* Collected data:
>>>>

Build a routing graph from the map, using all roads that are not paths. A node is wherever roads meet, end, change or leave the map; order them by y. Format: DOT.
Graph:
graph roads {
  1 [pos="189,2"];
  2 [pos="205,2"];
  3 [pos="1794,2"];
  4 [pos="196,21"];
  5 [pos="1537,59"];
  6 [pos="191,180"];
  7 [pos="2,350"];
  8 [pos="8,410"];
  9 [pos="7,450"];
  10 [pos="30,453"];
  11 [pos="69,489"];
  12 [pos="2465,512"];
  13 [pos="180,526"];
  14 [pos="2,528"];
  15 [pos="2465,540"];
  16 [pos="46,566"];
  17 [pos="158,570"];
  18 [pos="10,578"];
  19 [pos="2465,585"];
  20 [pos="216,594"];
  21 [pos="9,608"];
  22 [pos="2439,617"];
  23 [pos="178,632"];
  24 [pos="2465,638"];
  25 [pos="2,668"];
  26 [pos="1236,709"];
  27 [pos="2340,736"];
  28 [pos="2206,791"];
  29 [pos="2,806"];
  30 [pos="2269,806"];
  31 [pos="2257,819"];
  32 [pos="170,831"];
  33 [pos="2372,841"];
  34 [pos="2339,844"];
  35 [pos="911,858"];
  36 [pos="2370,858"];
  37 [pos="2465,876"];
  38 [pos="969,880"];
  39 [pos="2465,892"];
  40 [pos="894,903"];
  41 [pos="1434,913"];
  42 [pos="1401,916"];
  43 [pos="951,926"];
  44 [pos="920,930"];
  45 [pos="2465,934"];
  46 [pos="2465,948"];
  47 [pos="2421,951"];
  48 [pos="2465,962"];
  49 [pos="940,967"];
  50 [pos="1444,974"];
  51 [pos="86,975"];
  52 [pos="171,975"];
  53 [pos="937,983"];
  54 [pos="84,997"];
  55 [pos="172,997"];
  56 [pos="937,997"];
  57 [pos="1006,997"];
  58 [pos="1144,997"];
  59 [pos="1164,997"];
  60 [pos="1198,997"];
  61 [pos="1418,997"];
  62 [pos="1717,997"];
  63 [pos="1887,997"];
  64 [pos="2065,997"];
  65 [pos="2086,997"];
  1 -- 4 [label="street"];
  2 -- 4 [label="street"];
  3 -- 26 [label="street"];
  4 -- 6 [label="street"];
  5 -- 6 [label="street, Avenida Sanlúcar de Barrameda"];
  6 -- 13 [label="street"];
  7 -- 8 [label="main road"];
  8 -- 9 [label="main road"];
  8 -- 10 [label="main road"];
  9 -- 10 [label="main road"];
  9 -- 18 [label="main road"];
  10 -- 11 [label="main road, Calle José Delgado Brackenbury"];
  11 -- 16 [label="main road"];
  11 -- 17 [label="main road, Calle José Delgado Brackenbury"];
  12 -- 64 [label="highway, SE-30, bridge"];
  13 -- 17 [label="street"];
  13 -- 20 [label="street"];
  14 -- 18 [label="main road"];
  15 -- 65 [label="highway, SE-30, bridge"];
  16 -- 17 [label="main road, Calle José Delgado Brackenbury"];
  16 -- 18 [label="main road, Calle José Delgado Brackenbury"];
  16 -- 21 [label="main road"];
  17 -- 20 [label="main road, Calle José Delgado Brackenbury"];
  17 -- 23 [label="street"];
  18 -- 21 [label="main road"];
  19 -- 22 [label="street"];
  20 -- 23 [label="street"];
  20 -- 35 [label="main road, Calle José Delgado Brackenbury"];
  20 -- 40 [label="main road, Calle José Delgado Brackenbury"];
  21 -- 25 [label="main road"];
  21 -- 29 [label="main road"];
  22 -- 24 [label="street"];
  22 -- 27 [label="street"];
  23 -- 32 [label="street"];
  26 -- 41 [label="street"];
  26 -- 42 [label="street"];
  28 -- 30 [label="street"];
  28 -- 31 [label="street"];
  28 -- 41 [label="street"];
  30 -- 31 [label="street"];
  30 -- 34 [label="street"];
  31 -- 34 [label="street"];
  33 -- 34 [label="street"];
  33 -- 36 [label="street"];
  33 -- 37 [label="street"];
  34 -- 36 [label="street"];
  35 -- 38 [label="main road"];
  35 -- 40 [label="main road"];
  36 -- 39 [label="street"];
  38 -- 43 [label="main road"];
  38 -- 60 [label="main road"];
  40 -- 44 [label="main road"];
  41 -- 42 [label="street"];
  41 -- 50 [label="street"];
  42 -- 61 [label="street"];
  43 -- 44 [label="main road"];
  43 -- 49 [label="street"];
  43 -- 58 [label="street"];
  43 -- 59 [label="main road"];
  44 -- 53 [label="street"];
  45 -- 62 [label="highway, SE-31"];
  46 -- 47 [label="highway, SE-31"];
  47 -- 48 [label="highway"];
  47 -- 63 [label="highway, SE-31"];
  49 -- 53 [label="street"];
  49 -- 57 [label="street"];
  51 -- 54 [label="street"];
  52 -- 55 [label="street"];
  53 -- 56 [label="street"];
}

<<<<

* EXERCISE AIM: Each line in the data that holds the word "roads" must be copied.

* ANSWER AREA:
Build a routing graph from the map, using all roads that are not paths. A node is wherever roads meet, end, change or leave the map; order them by y. Format: DOT.
graph roads {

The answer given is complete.